[Record excerpts]

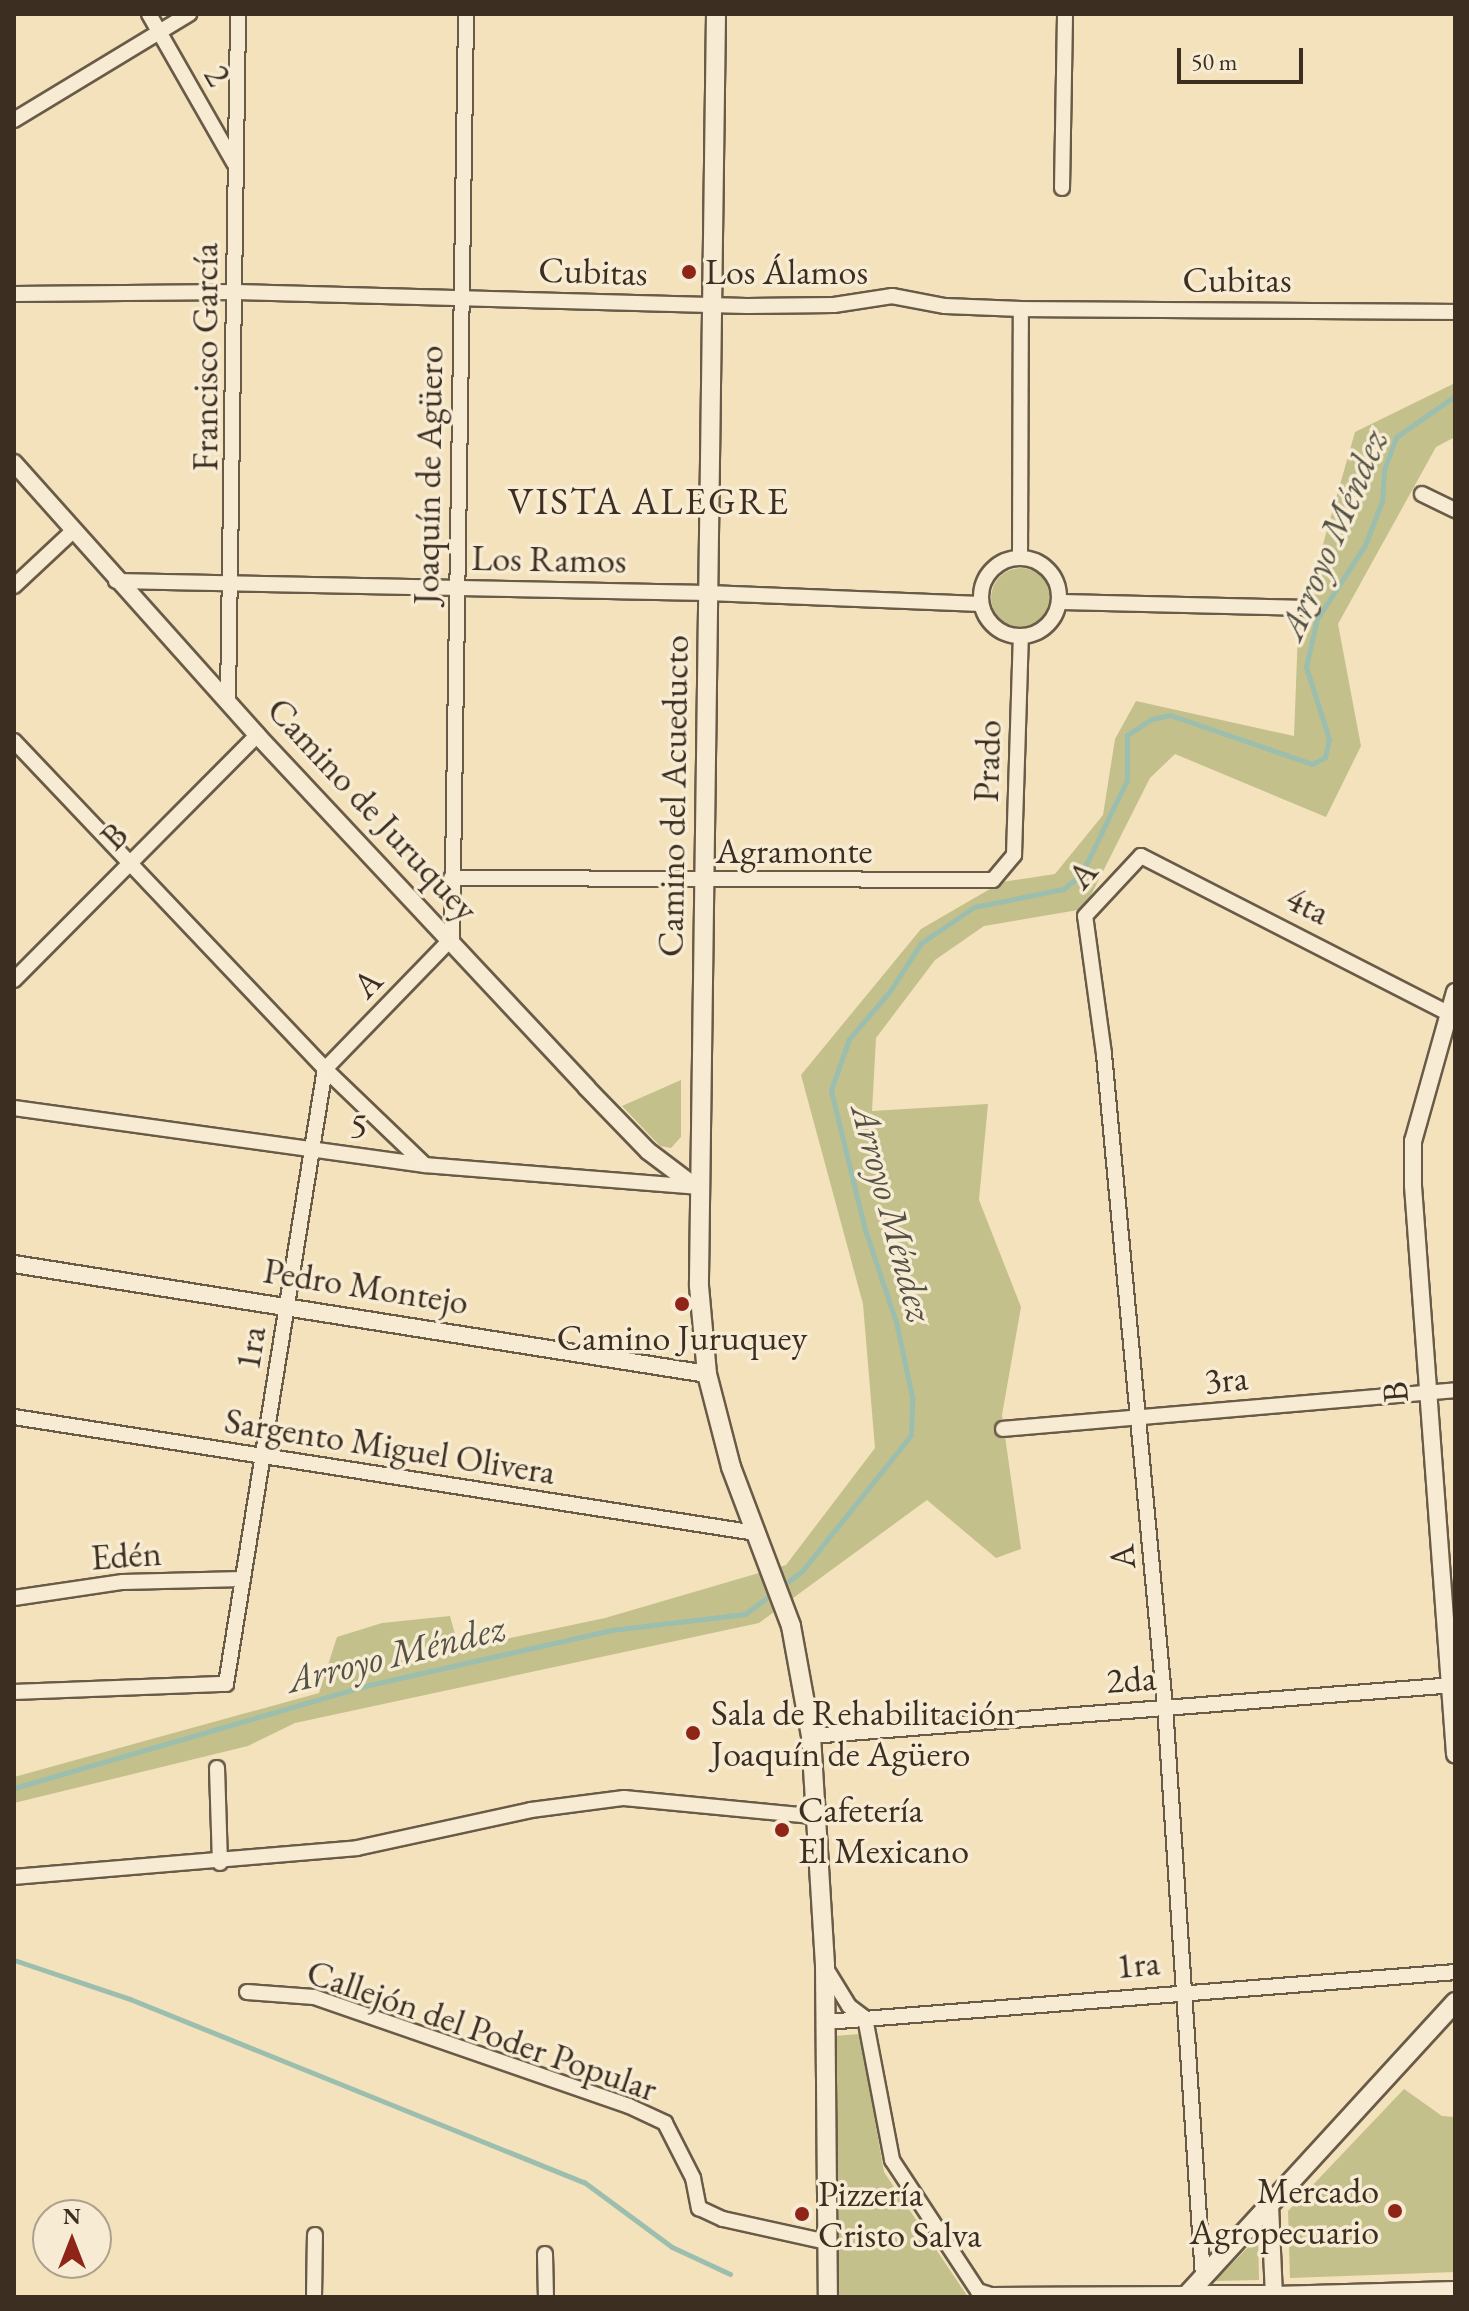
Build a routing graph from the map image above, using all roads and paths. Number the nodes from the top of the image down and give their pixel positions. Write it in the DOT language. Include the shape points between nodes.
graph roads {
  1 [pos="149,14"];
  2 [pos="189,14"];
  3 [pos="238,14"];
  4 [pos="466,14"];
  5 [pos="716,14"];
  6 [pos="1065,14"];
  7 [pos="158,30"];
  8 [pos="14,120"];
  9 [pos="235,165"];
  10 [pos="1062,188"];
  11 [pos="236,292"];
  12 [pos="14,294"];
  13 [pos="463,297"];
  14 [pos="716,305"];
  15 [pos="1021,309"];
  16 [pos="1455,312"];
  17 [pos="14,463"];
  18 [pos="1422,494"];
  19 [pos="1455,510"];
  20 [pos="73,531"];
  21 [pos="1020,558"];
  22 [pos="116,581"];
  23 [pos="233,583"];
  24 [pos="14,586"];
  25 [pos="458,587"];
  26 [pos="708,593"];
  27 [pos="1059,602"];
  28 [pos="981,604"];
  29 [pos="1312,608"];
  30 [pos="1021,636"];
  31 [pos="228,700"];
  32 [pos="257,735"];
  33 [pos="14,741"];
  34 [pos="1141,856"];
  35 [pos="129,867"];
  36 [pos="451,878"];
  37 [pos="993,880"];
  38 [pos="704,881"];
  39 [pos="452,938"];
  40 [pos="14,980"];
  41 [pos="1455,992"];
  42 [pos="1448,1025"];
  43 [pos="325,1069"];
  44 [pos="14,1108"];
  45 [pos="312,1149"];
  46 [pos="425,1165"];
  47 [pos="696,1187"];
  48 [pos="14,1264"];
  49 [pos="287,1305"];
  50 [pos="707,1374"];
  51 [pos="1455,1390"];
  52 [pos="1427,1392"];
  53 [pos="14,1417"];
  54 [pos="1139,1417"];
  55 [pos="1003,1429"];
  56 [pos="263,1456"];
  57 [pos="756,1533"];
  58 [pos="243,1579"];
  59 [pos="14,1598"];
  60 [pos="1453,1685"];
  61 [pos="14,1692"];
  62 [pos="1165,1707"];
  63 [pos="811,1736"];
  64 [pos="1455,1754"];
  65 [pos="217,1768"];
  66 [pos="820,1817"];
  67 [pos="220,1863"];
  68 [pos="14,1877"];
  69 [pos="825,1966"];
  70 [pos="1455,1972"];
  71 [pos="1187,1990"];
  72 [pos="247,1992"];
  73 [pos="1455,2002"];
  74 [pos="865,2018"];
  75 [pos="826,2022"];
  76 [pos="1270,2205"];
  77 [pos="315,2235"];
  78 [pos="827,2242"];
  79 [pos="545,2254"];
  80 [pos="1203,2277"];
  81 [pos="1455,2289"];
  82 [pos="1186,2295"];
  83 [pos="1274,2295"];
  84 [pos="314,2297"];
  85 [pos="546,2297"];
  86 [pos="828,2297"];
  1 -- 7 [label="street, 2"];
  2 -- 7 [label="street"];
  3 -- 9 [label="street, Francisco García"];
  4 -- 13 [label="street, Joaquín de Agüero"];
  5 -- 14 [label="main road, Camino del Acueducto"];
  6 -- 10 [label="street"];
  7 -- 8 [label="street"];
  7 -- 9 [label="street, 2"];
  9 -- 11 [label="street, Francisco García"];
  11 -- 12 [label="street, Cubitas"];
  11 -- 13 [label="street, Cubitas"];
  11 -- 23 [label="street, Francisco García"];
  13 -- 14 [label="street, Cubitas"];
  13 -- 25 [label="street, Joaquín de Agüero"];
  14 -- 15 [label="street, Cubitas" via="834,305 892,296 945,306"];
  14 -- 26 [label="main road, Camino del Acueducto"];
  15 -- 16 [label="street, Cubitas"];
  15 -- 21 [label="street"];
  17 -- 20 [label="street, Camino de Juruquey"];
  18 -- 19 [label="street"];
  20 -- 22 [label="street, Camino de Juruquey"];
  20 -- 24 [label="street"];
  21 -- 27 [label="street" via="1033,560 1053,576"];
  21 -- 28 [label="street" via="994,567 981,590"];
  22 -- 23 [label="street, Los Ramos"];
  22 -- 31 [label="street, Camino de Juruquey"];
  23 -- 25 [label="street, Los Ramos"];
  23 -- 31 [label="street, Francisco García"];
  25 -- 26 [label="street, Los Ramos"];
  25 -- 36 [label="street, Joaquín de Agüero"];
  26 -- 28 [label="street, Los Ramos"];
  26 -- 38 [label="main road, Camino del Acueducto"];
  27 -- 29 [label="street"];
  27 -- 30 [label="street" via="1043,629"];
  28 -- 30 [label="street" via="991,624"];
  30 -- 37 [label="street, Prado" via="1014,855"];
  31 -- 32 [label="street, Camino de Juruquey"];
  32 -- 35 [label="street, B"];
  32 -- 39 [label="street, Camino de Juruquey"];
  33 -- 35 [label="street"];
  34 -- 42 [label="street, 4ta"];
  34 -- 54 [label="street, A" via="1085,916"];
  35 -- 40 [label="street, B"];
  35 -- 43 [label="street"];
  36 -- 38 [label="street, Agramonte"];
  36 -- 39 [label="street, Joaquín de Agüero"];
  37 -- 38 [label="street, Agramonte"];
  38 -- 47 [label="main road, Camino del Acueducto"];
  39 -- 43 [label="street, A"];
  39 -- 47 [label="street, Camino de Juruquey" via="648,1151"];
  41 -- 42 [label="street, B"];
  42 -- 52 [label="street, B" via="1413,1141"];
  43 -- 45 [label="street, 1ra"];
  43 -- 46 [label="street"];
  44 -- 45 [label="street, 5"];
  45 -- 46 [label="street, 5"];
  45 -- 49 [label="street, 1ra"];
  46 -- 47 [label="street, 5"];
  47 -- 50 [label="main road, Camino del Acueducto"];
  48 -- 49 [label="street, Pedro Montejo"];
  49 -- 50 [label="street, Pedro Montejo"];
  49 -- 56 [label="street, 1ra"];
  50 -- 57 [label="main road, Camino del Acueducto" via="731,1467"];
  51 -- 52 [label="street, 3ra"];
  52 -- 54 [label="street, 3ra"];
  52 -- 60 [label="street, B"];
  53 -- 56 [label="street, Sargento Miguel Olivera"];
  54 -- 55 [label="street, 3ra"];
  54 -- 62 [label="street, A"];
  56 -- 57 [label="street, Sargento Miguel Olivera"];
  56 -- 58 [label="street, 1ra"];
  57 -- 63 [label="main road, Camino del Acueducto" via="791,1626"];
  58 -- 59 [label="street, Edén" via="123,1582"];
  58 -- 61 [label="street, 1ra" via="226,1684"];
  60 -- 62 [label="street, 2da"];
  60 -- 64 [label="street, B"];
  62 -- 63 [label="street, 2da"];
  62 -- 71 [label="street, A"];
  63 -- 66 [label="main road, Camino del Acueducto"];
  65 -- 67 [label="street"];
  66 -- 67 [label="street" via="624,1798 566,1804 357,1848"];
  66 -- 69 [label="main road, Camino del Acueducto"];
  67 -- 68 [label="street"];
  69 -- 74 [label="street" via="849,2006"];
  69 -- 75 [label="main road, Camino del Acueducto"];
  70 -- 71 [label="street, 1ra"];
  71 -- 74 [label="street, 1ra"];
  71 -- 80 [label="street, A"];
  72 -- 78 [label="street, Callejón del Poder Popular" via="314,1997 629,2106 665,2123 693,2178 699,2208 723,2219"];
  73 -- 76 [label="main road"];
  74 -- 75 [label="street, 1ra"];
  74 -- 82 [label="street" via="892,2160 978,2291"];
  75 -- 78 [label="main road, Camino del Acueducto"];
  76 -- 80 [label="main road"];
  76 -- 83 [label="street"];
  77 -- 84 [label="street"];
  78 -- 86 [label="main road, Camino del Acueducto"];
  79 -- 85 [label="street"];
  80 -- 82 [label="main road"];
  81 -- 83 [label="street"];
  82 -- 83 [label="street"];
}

[/Record excerpts]

*Work required*:
Pictures aside, every entry above must be repeated exactly.

*The completed task*:
Build a routing graph from the map image above, using all roads and paths. Number the nodes from the top of the image down and give their pixel positions. Write it in the DOT language. Include the shape points between nodes.
graph roads {
  1 [pos="149,14"];
  2 [pos="189,14"];
  3 [pos="238,14"];
  4 [pos="466,14"];
  5 [pos="716,14"];
  6 [pos="1065,14"];
  7 [pos="158,30"];
  8 [pos="14,120"];
  9 [pos="235,165"];
  10 [pos="1062,188"];
  11 [pos="236,292"];
  12 [pos="14,294"];
  13 [pos="463,297"];
  14 [pos="716,305"];
  15 [pos="1021,309"];
  16 [pos="1455,312"];
  17 [pos="14,463"];
  18 [pos="1422,494"];
  19 [pos="1455,510"];
  20 [pos="73,531"];
  21 [pos="1020,558"];
  22 [pos="116,581"];
  23 [pos="233,583"];
  24 [pos="14,586"];
  25 [pos="458,587"];
  26 [pos="708,593"];
  27 [pos="1059,602"];
  28 [pos="981,604"];
  29 [pos="1312,608"];
  30 [pos="1021,636"];
  31 [pos="228,700"];
  32 [pos="257,735"];
  33 [pos="14,741"];
  34 [pos="1141,856"];
  35 [pos="129,867"];
  36 [pos="451,878"];
  37 [pos="993,880"];
  38 [pos="704,881"];
  39 [pos="452,938"];
  40 [pos="14,980"];
  41 [pos="1455,992"];
  42 [pos="1448,1025"];
  43 [pos="325,1069"];
  44 [pos="14,1108"];
  45 [pos="312,1149"];
  46 [pos="425,1165"];
  47 [pos="696,1187"];
  48 [pos="14,1264"];
  49 [pos="287,1305"];
  50 [pos="707,1374"];
  51 [pos="1455,1390"];
  52 [pos="1427,1392"];
  53 [pos="14,1417"];
  54 [pos="1139,1417"];
  55 [pos="1003,1429"];
  56 [pos="263,1456"];
  57 [pos="756,1533"];
  58 [pos="243,1579"];
  59 [pos="14,1598"];
  60 [pos="1453,1685"];
  61 [pos="14,1692"];
  62 [pos="1165,1707"];
  63 [pos="811,1736"];
  64 [pos="1455,1754"];
  65 [pos="217,1768"];
  66 [pos="820,1817"];
  67 [pos="220,1863"];
  68 [pos="14,1877"];
  69 [pos="825,1966"];
  70 [pos="1455,1972"];
  71 [pos="1187,1990"];
  72 [pos="247,1992"];
  73 [pos="1455,2002"];
  74 [pos="865,2018"];
  75 [pos="826,2022"];
  76 [pos="1270,2205"];
  77 [pos="315,2235"];
  78 [pos="827,2242"];
  79 [pos="545,2254"];
  80 [pos="1203,2277"];
  81 [pos="1455,2289"];
  82 [pos="1186,2295"];
  83 [pos="1274,2295"];
  84 [pos="314,2297"];
  85 [pos="546,2297"];
  86 [pos="828,2297"];
  1 -- 7 [label="street, 2"];
  2 -- 7 [label="street"];
  3 -- 9 [label="street, Francisco García"];
  4 -- 13 [label="street, Joaquín de Agüero"];
  5 -- 14 [label="main road, Camino del Acueducto"];
  6 -- 10 [label="street"];
  7 -- 8 [label="street"];
  7 -- 9 [label="street, 2"];
  9 -- 11 [label="street, Francisco García"];
  11 -- 12 [label="street, Cubitas"];
  11 -- 13 [label="street, Cubitas"];
  11 -- 23 [label="street, Francisco García"];
  13 -- 14 [label="street, Cubitas"];
  13 -- 25 [label="street, Joaquín de Agüero"];
  14 -- 15 [label="street, Cubitas" via="834,305 892,296 945,306"];
  14 -- 26 [label="main road, Camino del Acueducto"];
  15 -- 16 [label="street, Cubitas"];
  15 -- 21 [label="street"];
  17 -- 20 [label="street, Camino de Juruquey"];
  18 -- 19 [label="street"];
  20 -- 22 [label="street, Camino de Juruquey"];
  20 -- 24 [label="street"];
  21 -- 27 [label="street" via="1033,560 1053,576"];
  21 -- 28 [label="street" via="994,567 981,590"];
  22 -- 23 [label="street, Los Ramos"];
  22 -- 31 [label="street, Camino de Juruquey"];
  23 -- 25 [label="street, Los Ramos"];
  23 -- 31 [label="street, Francisco García"];
  25 -- 26 [label="street, Los Ramos"];
  25 -- 36 [label="street, Joaquín de Agüero"];
  26 -- 28 [label="street, Los Ramos"];
  26 -- 38 [label="main road, Camino del Acueducto"];
  27 -- 29 [label="street"];
  27 -- 30 [label="street" via="1043,629"];
  28 -- 30 [label="street" via="991,624"];
  30 -- 37 [label="street, Prado" via="1014,855"];
  31 -- 32 [label="street, Camino de Juruquey"];
  32 -- 35 [label="street, B"];
  32 -- 39 [label="street, Camino de Juruquey"];
  33 -- 35 [label="street"];
  34 -- 42 [label="street, 4ta"];
  34 -- 54 [label="street, A" via="1085,916"];
  35 -- 40 [label="street, B"];
  35 -- 43 [label="street"];
  36 -- 38 [label="street, Agramonte"];
  36 -- 39 [label="street, Joaquín de Agüero"];
  37 -- 38 [label="street, Agramonte"];
  38 -- 47 [label="main road, Camino del Acueducto"];
  39 -- 43 [label="street, A"];
  39 -- 47 [label="street, Camino de Juruquey" via="648,1151"];
  41 -- 42 [label="street, B"];
  42 -- 52 [label="street, B" via="1413,1141"];
  43 -- 45 [label="street, 1ra"];
  43 -- 46 [label="street"];
  44 -- 45 [label="street, 5"];
  45 -- 46 [label="street, 5"];
  45 -- 49 [label="street, 1ra"];
  46 -- 47 [label="street, 5"];
  47 -- 50 [label="main road, Camino del Acueducto"];
  48 -- 49 [label="street, Pedro Montejo"];
  49 -- 50 [label="street, Pedro Montejo"];
  49 -- 56 [label="street, 1ra"];
  50 -- 57 [label="main road, Camino del Acueducto" via="731,1467"];
  51 -- 52 [label="street, 3ra"];
  52 -- 54 [label="street, 3ra"];
  52 -- 60 [label="street, B"];
  53 -- 56 [label="street, Sargento Miguel Olivera"];
  54 -- 55 [label="street, 3ra"];
  54 -- 62 [label="street, A"];
  56 -- 57 [label="street, Sargento Miguel Olivera"];
  56 -- 58 [label="street, 1ra"];
  57 -- 63 [label="main road, Camino del Acueducto" via="791,1626"];
  58 -- 59 [label="street, Edén" via="123,1582"];
  58 -- 61 [label="street, 1ra" via="226,1684"];
  60 -- 62 [label="street, 2da"];
  60 -- 64 [label="street, B"];
  62 -- 63 [label="street, 2da"];
  62 -- 71 [label="street, A"];
  63 -- 66 [label="main road, Camino del Acueducto"];
  65 -- 67 [label="street"];
  66 -- 67 [label="street" via="624,1798 566,1804 357,1848"];
  66 -- 69 [label="main road, Camino del Acueducto"];
  67 -- 68 [label="street"];
  69 -- 74 [label="street" via="849,2006"];
  69 -- 75 [label="main road, Camino del Acueducto"];
  70 -- 71 [label="street, 1ra"];
  71 -- 74 [label="street, 1ra"];
  71 -- 80 [label="street, A"];
  72 -- 78 [label="street, Callejón del Poder Popular" via="314,1997 629,2106 665,2123 693,2178 699,2208 723,2219"];
  73 -- 76 [label="main road"];
  74 -- 75 [label="street, 1ra"];
  74 -- 82 [label="street" via="892,2160 978,2291"];
  75 -- 78 [label="main road, Camino del Acueducto"];
  76 -- 80 [label="main road"];
  76 -- 83 [label="street"];
  77 -- 84 [label="street"];
  78 -- 86 [label="main road, Camino del Acueducto"];
  79 -- 85 [label="street"];
  80 -- 82 [label="main road"];
  81 -- 83 [label="street"];
  82 -- 83 [label="street"];
}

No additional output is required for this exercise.